If you have the money to spend on gear like this, then the price isn't likely to keep you from buying the things you want. But if you're concerned about getting bang for your buck with regard to performance, you may want to ease into the market more carefully and pick mid-range products. See if they really make a difference for you before sinking additional funds on peripherals.

While some of the products in this roundup have features that are, at worst, helpful in some games and, at best, nearly essential in specific titles, the amount of money you have to shell out in order to procure them may not be worthwhile for you, especially when you could take the cash for a programmable keyboard you'll never actually take the time to configure and use it to buy a few more games.

If you're already a fan of gaming peripherals, you're probably already jaded about how expensive they are. There are some notable exceptions, though.
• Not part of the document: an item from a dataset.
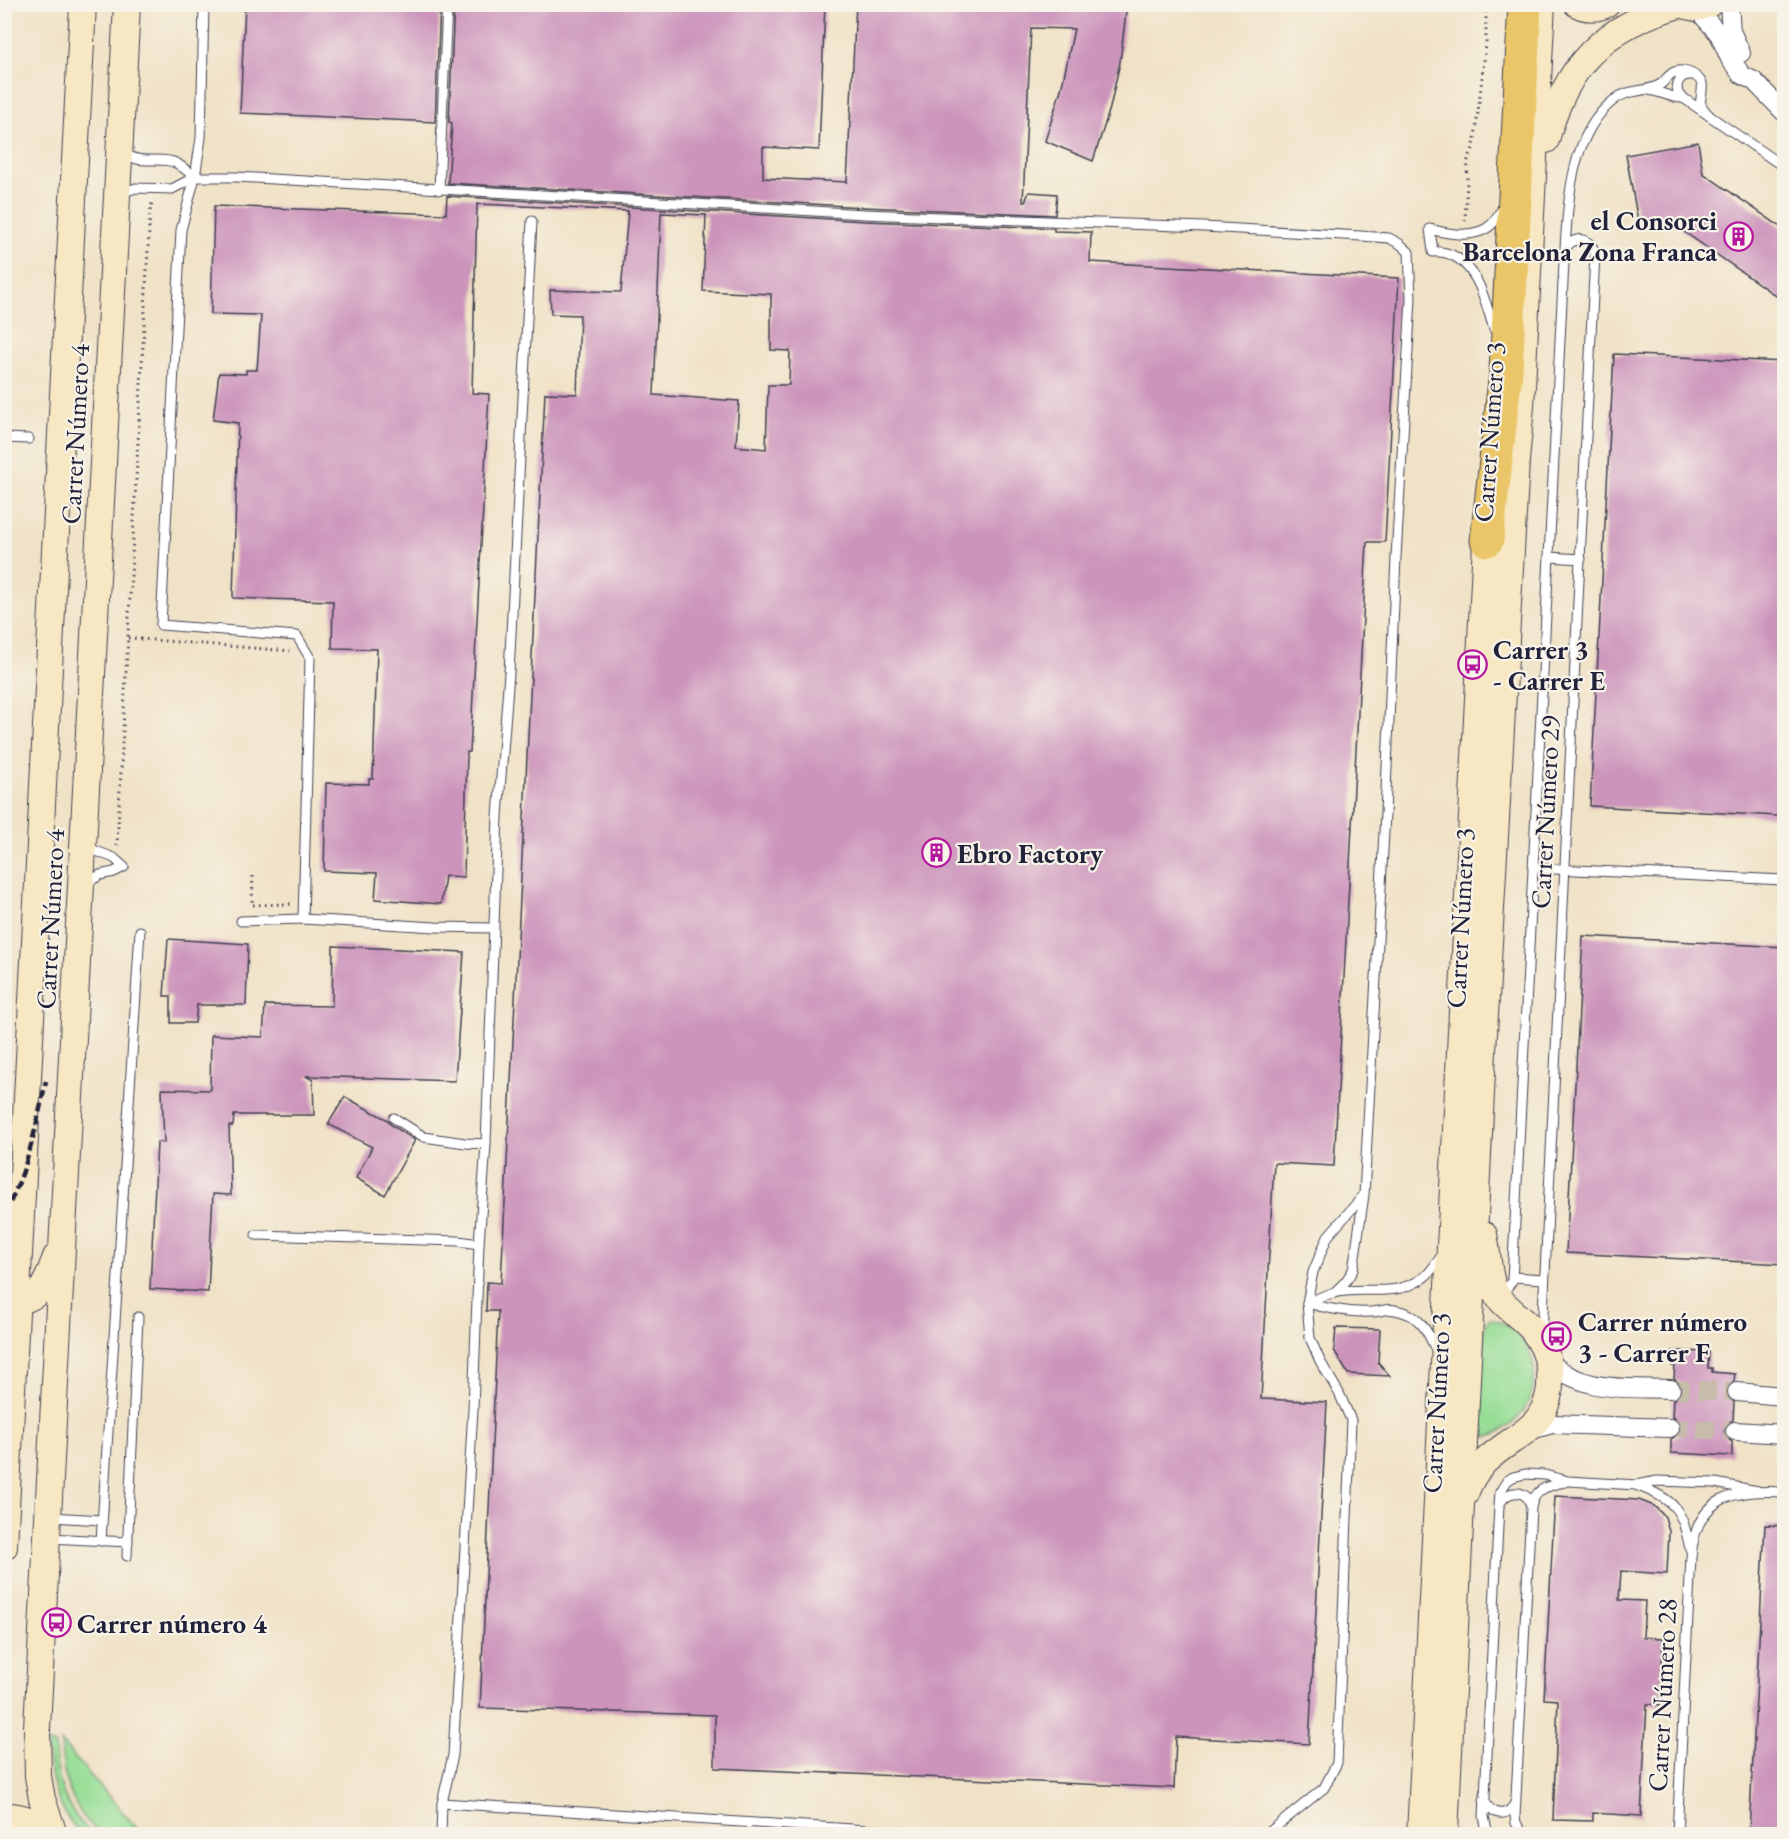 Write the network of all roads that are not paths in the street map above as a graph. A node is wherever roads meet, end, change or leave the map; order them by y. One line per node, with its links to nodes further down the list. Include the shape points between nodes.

I felt that, in the gamepad category, you really do get what you pay for when you bump up from the mid-range to the high-end.

Gaming mice are another exception. Moving from a standard multi-button mouse to a heavier, ergonomically-designed gaming mouse will pay dividends. However, even with gaming mice, the price-to-performance gets difficult to justify when you start finding gaming mice that sell solely on their DPI sensitivity and cost upwards of $100. You'll likely never use the highest DPI settings, and you likely won't notice the performance difference between the top of the class and the second or third runner-up. At that price point, what really matters is whether the mouse feels good to you and works for the way you game.

Conclusion

The goal of this round-up was to determine whether or not premium gaming peripherals really improve your performance, especially compared to standard I/O devices that cost less (and might even come bundled with your machine), but don't include as many twitch-controlling extras. Keeping our tested peripherals spread across similar levels of quality and price helped ensure we weren't comparing diamonds to coal.

The answer is, predictably, that "it depends." Whether or not you should shell out the cash on premium peripherals depends highly on the types of games you play, how engaged you are in those games, and whether or not you see yourself actually getting the value out of those peripherals. For example, if you're a heavy World of Warcraft player, you'll find that programmable macro keys on your keyboard are absolutely indispensable, and the more you use them the more you love them. When you love them that much, you may not mind spending over $100 for a keyboard that supports them. Can you play without them? Sure, but you'll miss them when you do (and your guildmates may not enjoy your performance as much). On the other hand, if you're a heavy FPS player, and games like Crysis and Call of Duty are your favorite titles, you may not find much use in having a dozen programmable keys on the side of your keyboard. 

The same conclusion applies to gamepads. I normally don't play with one, but when I did, there were certain games in which I found them incredibly useful and others where I could take them or leave them. While I can  see how addictive using a gamepad could be, it really comes down to whether or not you think one would be useful for the games you play, and whether you play those games enough to make the purchase worthwhile.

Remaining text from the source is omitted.